Task data ▸
####

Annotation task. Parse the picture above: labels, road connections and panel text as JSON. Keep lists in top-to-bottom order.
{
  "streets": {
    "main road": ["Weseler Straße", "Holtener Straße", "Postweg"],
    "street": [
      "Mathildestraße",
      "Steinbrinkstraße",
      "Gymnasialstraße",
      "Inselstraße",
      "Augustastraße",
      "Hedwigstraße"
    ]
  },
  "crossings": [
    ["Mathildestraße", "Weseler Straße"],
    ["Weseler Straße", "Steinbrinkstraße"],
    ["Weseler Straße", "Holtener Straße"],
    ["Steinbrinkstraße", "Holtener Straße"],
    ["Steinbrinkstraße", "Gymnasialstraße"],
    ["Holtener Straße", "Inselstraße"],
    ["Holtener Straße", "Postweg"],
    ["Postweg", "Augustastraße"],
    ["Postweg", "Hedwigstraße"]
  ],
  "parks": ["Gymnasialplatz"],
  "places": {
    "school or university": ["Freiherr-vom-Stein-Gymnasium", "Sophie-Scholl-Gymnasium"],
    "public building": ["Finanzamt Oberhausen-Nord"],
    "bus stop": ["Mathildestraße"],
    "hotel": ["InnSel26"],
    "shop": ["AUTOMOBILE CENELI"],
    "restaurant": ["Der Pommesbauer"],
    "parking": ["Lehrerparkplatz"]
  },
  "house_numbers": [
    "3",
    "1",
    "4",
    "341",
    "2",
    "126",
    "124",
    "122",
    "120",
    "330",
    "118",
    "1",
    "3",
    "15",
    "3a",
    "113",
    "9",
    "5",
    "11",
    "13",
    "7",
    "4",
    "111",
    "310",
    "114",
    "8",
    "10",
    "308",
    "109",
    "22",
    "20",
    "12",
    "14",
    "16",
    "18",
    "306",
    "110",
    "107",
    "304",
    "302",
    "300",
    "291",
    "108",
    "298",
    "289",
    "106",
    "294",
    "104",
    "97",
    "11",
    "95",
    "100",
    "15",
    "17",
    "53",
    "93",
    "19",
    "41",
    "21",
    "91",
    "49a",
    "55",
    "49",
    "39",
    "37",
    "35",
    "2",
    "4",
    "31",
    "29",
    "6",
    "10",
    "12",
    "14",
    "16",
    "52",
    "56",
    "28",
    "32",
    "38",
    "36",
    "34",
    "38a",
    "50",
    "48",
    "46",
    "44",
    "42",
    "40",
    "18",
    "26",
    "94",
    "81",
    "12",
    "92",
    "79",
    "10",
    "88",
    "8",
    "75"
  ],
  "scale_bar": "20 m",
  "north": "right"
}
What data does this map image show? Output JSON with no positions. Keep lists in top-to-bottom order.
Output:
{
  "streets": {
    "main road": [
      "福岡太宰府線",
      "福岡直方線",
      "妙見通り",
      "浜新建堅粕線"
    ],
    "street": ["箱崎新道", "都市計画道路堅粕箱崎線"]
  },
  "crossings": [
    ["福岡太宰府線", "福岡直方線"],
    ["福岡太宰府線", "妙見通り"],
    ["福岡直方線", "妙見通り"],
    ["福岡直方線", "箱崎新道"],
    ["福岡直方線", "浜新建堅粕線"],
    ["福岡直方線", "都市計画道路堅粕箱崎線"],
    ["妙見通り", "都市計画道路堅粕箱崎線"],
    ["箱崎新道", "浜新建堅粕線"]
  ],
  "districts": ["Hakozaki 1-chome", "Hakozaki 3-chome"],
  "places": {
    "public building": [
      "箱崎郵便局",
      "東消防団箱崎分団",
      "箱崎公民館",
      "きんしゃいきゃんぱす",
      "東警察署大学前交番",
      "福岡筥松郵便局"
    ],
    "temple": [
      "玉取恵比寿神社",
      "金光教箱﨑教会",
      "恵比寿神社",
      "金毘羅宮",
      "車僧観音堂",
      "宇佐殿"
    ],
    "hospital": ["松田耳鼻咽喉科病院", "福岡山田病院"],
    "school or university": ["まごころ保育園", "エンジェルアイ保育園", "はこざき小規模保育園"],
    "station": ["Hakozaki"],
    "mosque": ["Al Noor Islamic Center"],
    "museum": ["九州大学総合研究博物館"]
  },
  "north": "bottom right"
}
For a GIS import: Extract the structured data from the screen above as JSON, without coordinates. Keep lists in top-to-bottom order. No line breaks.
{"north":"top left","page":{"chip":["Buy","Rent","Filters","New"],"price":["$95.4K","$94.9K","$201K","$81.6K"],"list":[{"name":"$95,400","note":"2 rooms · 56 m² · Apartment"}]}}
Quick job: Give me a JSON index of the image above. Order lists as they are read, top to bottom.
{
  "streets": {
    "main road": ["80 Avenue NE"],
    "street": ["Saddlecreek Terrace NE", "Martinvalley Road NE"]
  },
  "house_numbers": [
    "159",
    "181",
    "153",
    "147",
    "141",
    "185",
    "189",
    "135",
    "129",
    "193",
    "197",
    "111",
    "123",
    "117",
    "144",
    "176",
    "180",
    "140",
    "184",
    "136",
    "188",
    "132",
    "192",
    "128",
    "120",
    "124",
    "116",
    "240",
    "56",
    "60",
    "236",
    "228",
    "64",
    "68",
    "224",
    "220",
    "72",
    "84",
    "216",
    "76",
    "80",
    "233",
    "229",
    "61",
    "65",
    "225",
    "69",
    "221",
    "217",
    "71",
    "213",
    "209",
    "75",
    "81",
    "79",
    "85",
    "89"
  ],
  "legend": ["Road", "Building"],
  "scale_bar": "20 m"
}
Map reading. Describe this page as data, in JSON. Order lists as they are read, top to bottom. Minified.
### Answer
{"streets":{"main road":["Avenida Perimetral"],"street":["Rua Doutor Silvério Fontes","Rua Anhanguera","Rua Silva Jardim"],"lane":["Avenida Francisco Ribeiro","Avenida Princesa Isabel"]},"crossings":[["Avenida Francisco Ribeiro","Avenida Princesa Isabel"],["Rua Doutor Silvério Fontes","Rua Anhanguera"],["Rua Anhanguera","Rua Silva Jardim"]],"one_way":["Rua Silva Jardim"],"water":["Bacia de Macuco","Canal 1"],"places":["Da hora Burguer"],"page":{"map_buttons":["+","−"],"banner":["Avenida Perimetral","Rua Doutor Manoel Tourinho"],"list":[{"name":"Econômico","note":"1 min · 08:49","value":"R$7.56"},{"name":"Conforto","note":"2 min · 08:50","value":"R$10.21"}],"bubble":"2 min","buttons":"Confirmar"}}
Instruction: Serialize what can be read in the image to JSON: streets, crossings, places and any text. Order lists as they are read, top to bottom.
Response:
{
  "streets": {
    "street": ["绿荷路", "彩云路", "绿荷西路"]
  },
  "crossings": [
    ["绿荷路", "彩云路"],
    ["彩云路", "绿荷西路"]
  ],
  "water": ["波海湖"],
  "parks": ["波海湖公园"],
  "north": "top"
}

####

Prompt ▸
Find every line in the records that holds the word "Augustastraße", then state the count alone.

Exercise solution ▸
2